### EXERCISE OBJECTIVE
Among the lines of the data, copy those that hold "symbols".

Dataset entries
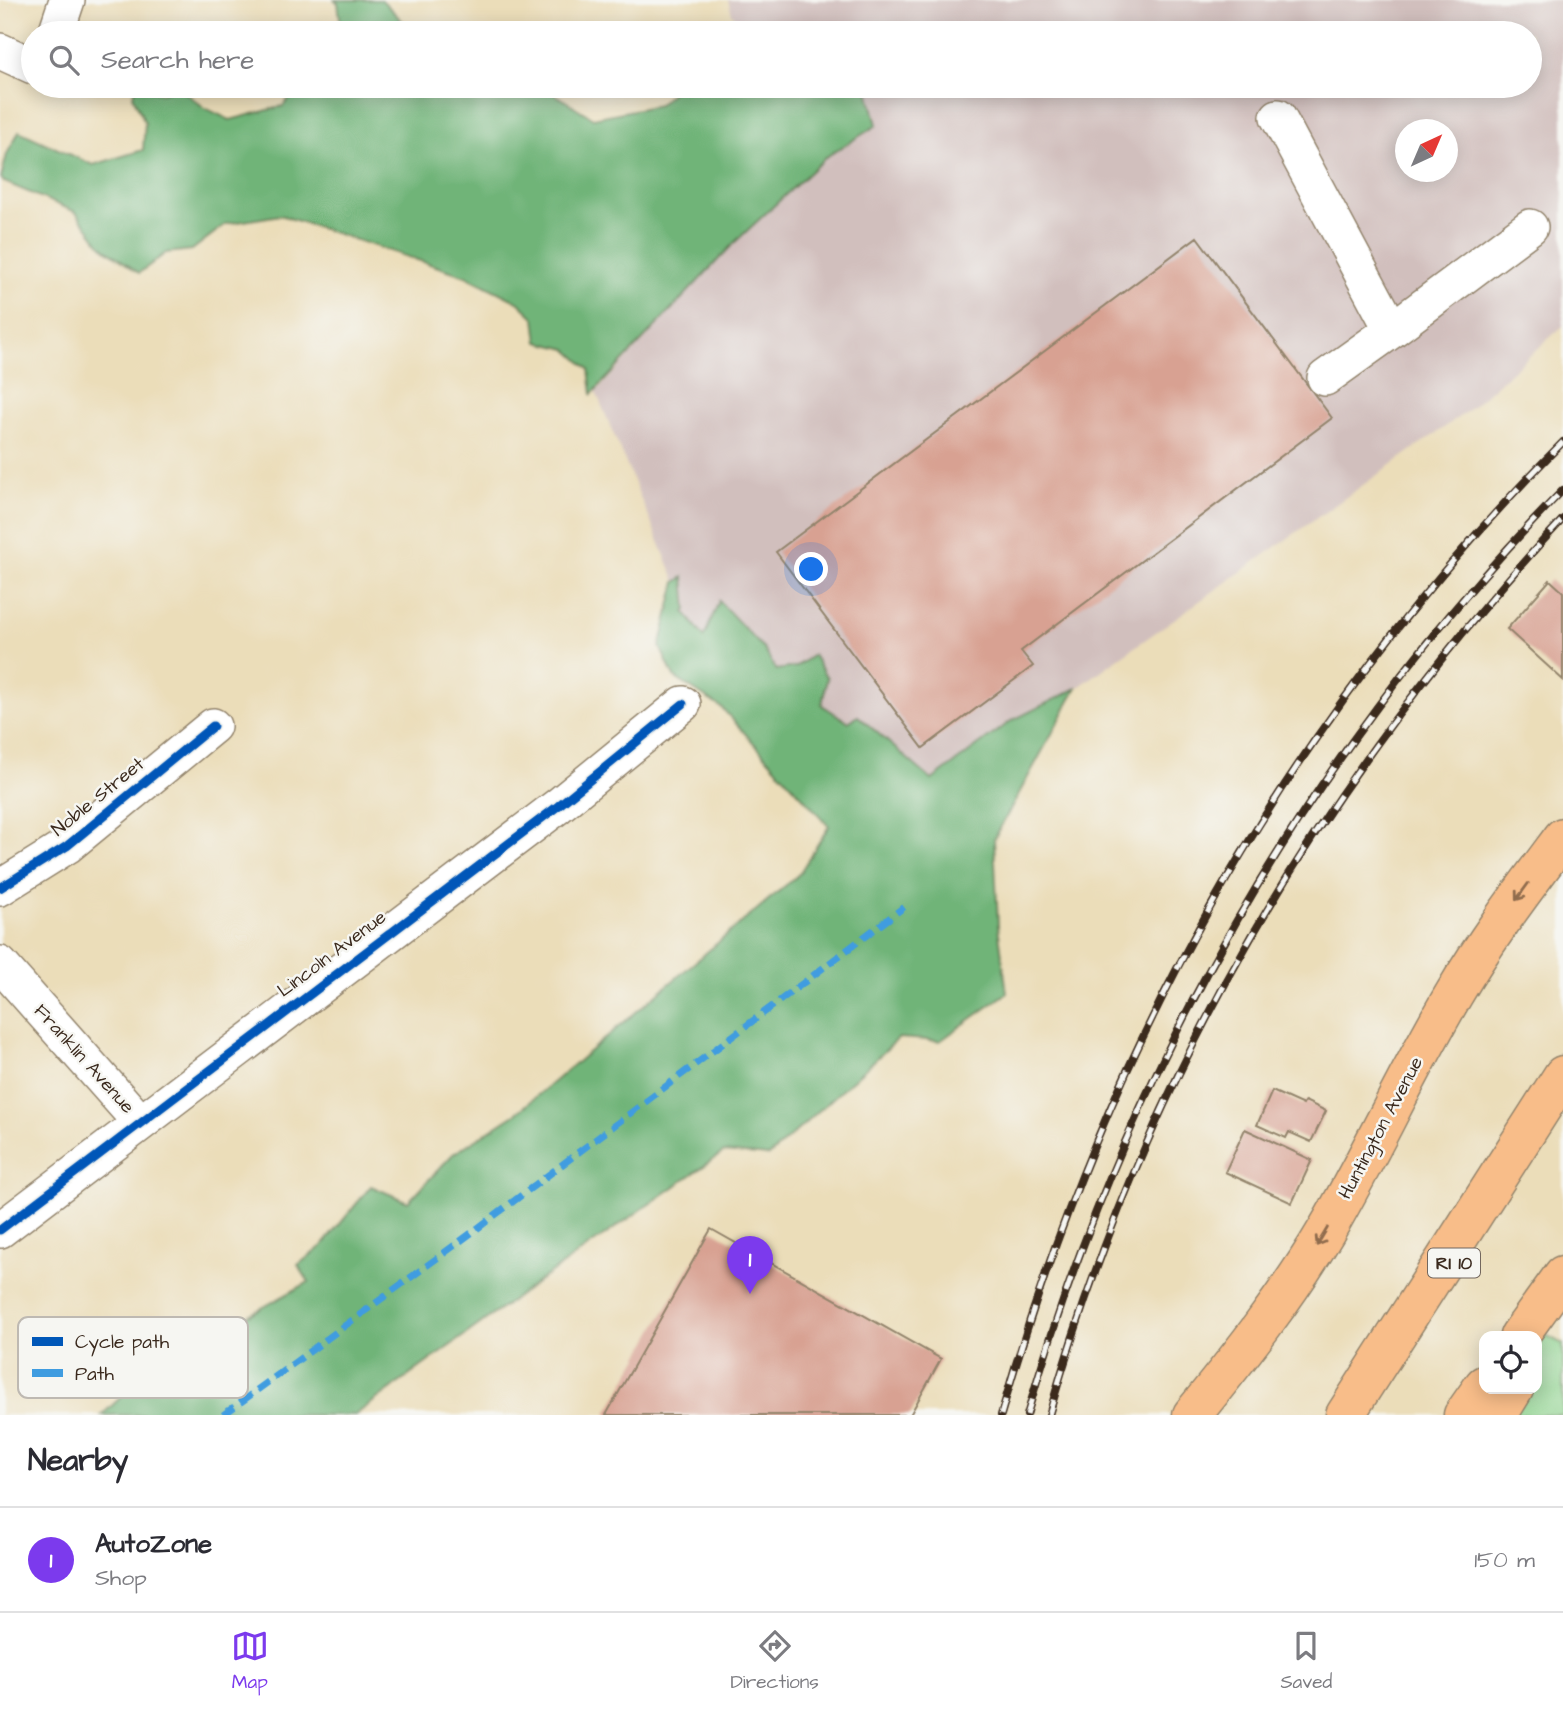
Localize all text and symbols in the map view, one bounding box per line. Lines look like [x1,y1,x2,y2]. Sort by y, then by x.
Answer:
search box [21,21,1542,98]
icon: search [45,41,83,79]
text: Search here [101,42,254,78]
north arrow [1395,119,1458,182]
your location [794,552,828,586]
street label: Noble Street [46,751,151,843]
one-way arrow [1515,882,1529,901]
street label: Lincoln Avenue [272,904,392,1004]
street label: Franklin Avenue [27,998,141,1120]
street label: Huntington Avenue [1332,1052,1431,1204]
one-way arrow [1315,1226,1329,1246]
pin: 1 [727,1236,773,1294]
road number: RI 10 [1428,1248,1480,1278]
legend [18,1317,248,1398]
text: Cycle path [75,1329,170,1357]
map controls [1479,1331,1542,1394]
button: locate [1479,1331,1542,1394]
text: Path [75,1361,114,1388]
text: Nearby [28,1440,128,1482]
text: AutoZone [95,1526,212,1562]
text: 1 [50,1544,52,1576]
text: 150 m [1474,1544,1535,1576]
text: Shop [95,1562,147,1594]
tab: Map [231,1627,269,1696]
tab: Directions [730,1627,819,1696]
tab: Saved [1280,1627,1332,1696]

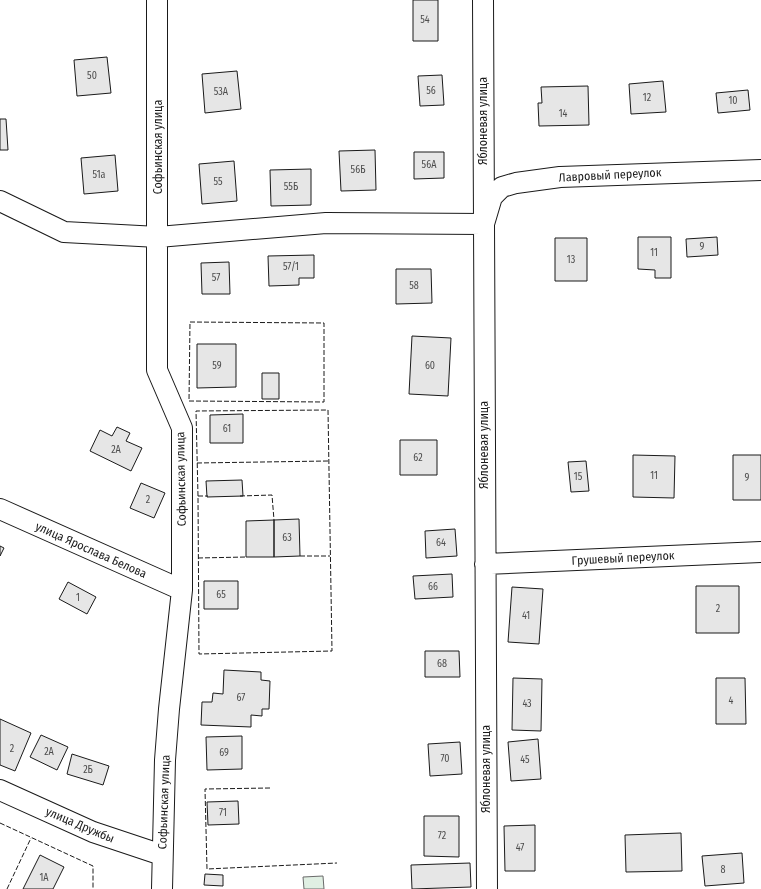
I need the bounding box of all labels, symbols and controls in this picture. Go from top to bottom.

### SOLVED EXERCISE
Localize all text and symbols in the map view, one bounding box per line. Lines look like [x1,y1,x2,y2]. Sort by y, then by x.
I need the bounding box of all labels, symbols and controls in this picture. Go from top to bottom.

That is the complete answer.